MR: Exactly. Because you might be even more scared of your bank and your employer because your employer can throw you out of your job and your bank can throw out out of your house. Pick your poison.
RF: We were told that tightening our belts would return us to prosperity in a few years. It’s been 22 years since the Liberals were elected in 1993. We are stuck in a condition of permanent austerity. What does that actually say about the austerity agenda?
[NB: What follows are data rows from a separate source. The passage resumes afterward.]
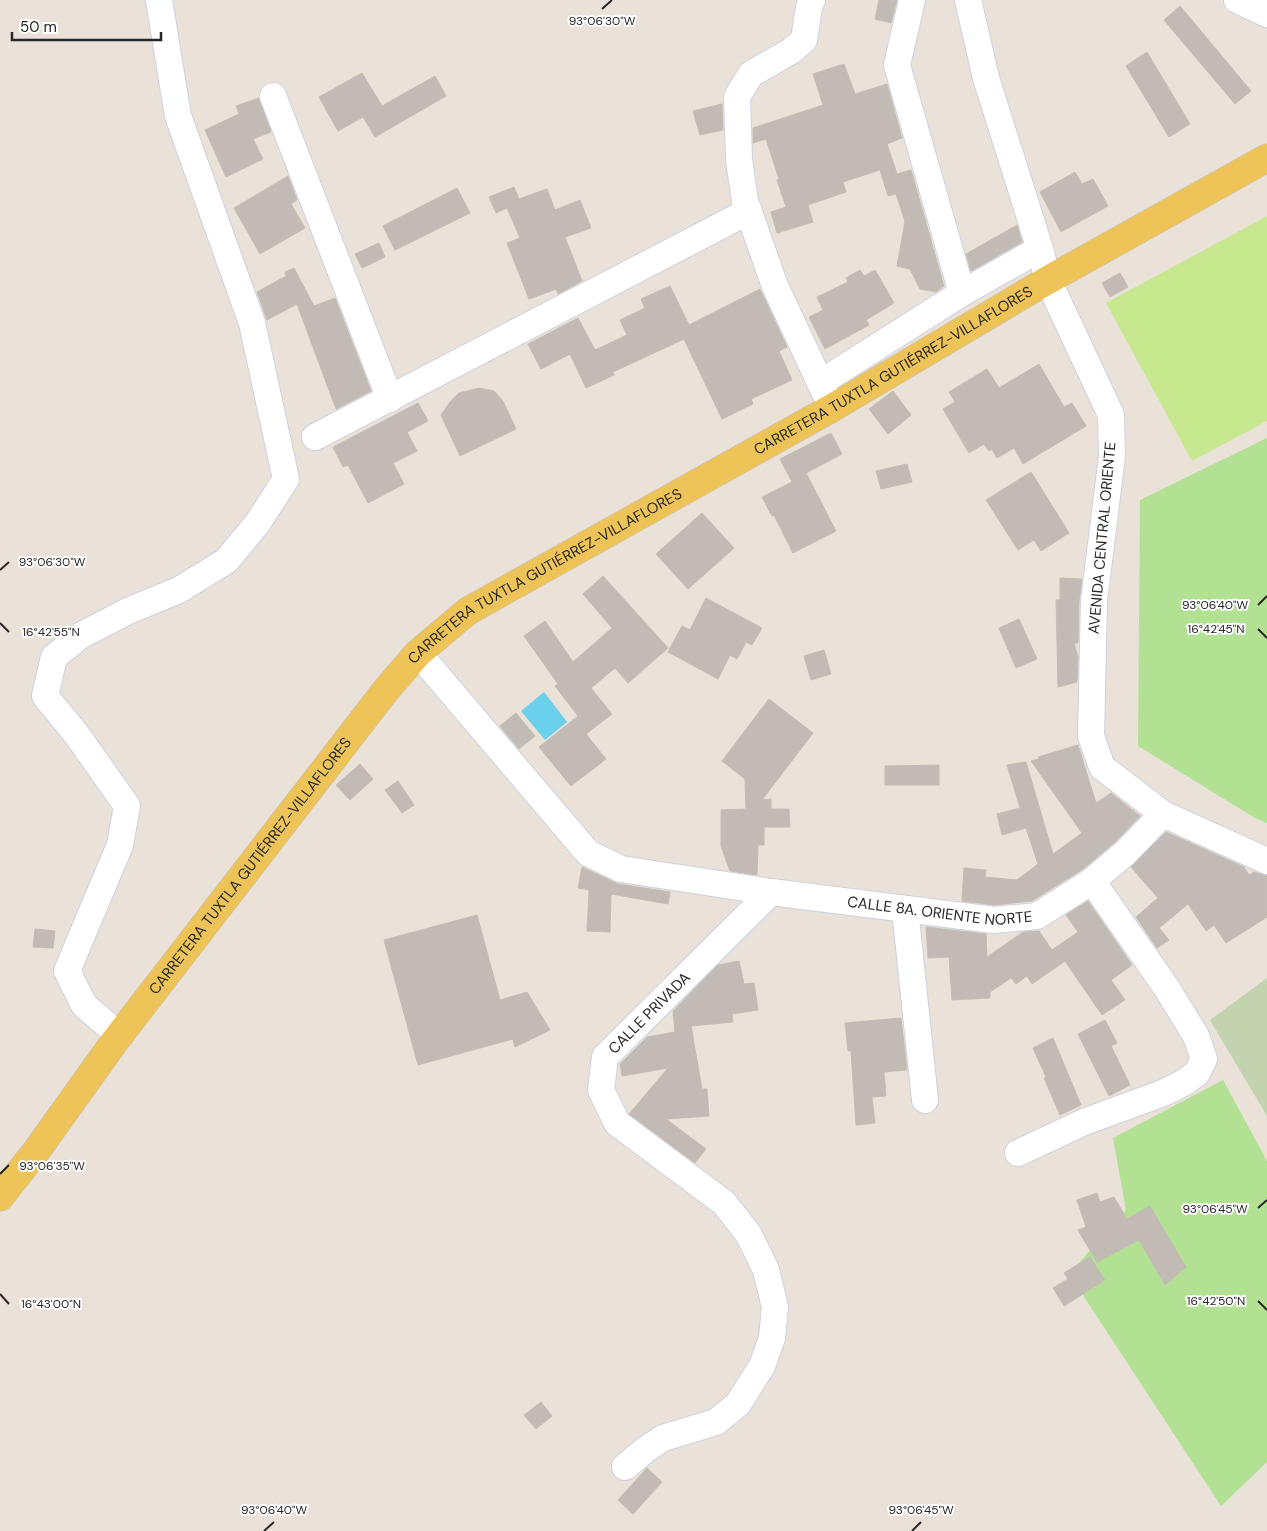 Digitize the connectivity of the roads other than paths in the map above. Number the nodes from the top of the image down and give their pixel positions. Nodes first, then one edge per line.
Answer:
1 (159, 0) edge
2 (812, 0) edge
3 (912, 0) edge
4 (968, 0) edge
5 (1237, 0) edge
6 (1267, 14) edge
7 (273, 96) dead end
8 (1267, 158) edge
9 (749, 211) junction
10 (1040, 249) junction
11 (1048, 280) junction
12 (962, 293) junction
13 (820, 383) junction
14 (390, 399) junction
15 (832, 408) junction
16 (315, 437) dead end
17 (418, 653) junction
18 (1163, 814) junction
19 (1267, 861) edge
20 (1092, 881) junction
21 (771, 892) junction
22 (905, 909) junction
23 (120, 1036) junction
24 (926, 1100) dead end
25 (1018, 1152) dead end
26 (0, 1197) edge
27 (625, 1467) dead end

1 - 23 street
2 - 9 street
3 - 12 street
4 - 10 street, AVENIDA CENTRAL ORIENTE
5 - 6 street
7 - 14 street
8 - 11 main road, CARRETERA TUXTLA GUTIÉRREZ-VILLAFLORES
9 - 13 street
9 - 14 street
10 - 11 street, AVENIDA CENTRAL ORIENTE
10 - 12 street
11 - 15 main road, CARRETERA TUXTLA GUTIÉRREZ-VILLAFLORES
11 - 18 street, AVENIDA CENTRAL ORIENTE
12 - 13 street
13 - 15 street
14 - 16 street
15 - 17 main road, CARRETERA TUXTLA GUTIÉRREZ-VILLAFLORES
17 - 21 street
17 - 23 main road, CARRETERA TUXTLA GUTIÉRREZ-VILLAFLORES
18 - 19 street, AVENIDA CENTRAL ORIENTE
18 - 20 street, CALLE 8A. ORIENTE NORTE
20 - 22 street, CALLE 8A. ORIENTE NORTE
20 - 25 street
21 - 22 street, CALLE 8A. ORIENTE NORTE
21 - 27 street, CALLE PRIVADA
22 - 24 street
23 - 26 main road, CARRETERA TUXTLA GUTIÉRREZ-VILLAFLORES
MR: The more you tighten and cut, the less resilient people are, and the harder it is to push back because even if you’re doing okay at the moment, you have smaller cushions. Or with your house as a cushion, your bank is holding the purse strings on that one. Or you’ve paid off your house, but your lifestyle is based off your housing value and you don’t want to have anything that would reduce the value of the house, because you don’t have other things to rely on.
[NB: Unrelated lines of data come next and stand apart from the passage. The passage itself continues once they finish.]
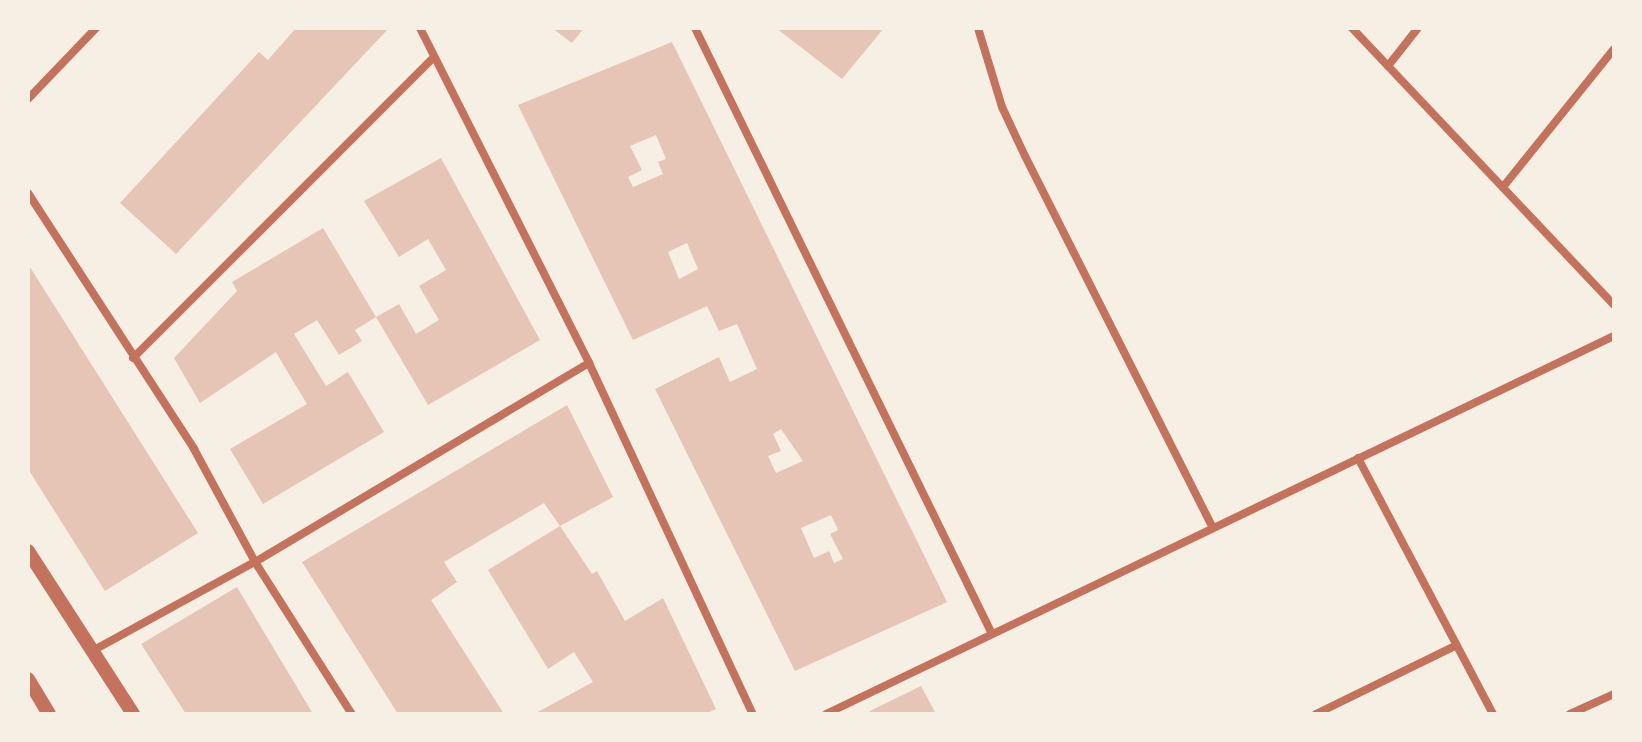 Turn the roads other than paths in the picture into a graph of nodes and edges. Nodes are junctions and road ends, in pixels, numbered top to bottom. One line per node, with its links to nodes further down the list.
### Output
1 (96, 28): 10 (street)
2 (420, 28): 8 (street)
3 (695, 28): 21 (street)
4 (978, 28): 18 (street)
5 (1352, 28): 9 (street)
6 (1418, 28): 9 (street)
7 (1614, 49): 11 (street)
8 (434, 57): 15 (street); 16 (street)
9 (1388, 66): 11 (street)
10 (28, 99)
11 (1503, 187): 13 (street)
12 (28, 193): 15 (street)
13 (1614, 305)
14 (1614, 336): 17 (street)
15 (133, 358): 20 (street)
16 (589, 363): 20 (street); 29 (street)
17 (1358, 458): 18 (street); 22 (street)
18 (1212, 527): 21 (street)
19 (28, 551): 23 (street)
20 (255, 562): 23 (street); 28 (street)
21 (991, 632): 30 (street)
22 (1455, 646): 31 (street); 32 (street)
23 (94, 650): 27 (street)
24 (28, 679): 26 (street)
25 (1614, 694): 33 (street)
26 (49, 714)
27 (133, 714)
28 (352, 714)
29 (753, 714)
30 (826, 714)
31 (1316, 714)
32 (1493, 714)
33 (1570, 714)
It has been effective to a large extent in becoming a consensus, especially across the political sphere.
The good part is that it’s something people are resigned to, rather than something they firmly believe in and not something they’ll battle to the death for. That’s where there’s an entry to challenge it. And there’s also the entry point of how long can you wait for things to get better? Wages keep stagnating, and cuts are continuing and the only thing growing is the private housing market. But you look around and it’s not easier.
RF: In the article you conclude that we should be depersonalizing our politics and returning to political economy. What do you mean by that?
MR: It’s a response to putting Stephen Harper at the centre of oppositional politics in Canada and where getting rid of Stephen Harper is a goal in itself. Clearly that’s an important goal. He’s not just a symbol. But just focusing on that means there’s a danger of making Harper a stand-in for dangerous things happening. Being against Harper isn’t the same as being against austerity.
In some campaigns we have the risk of forgetting that. It obscures the fact that it hasn’t just been nine years under Harper – it’s been twenty odd years.
Getting back to political economy is about understanding the structures and changes in the economy, not just the politics. And it is not just focusing on politics but looking back at what’s actually happened to the economy. It’s not just how the rich have become richer, but how they’ve got more power and how this reverberates through everything.
It’s not just the political elite. It’s the whole economic elite that have definitely had a good time for the last 20-25 years.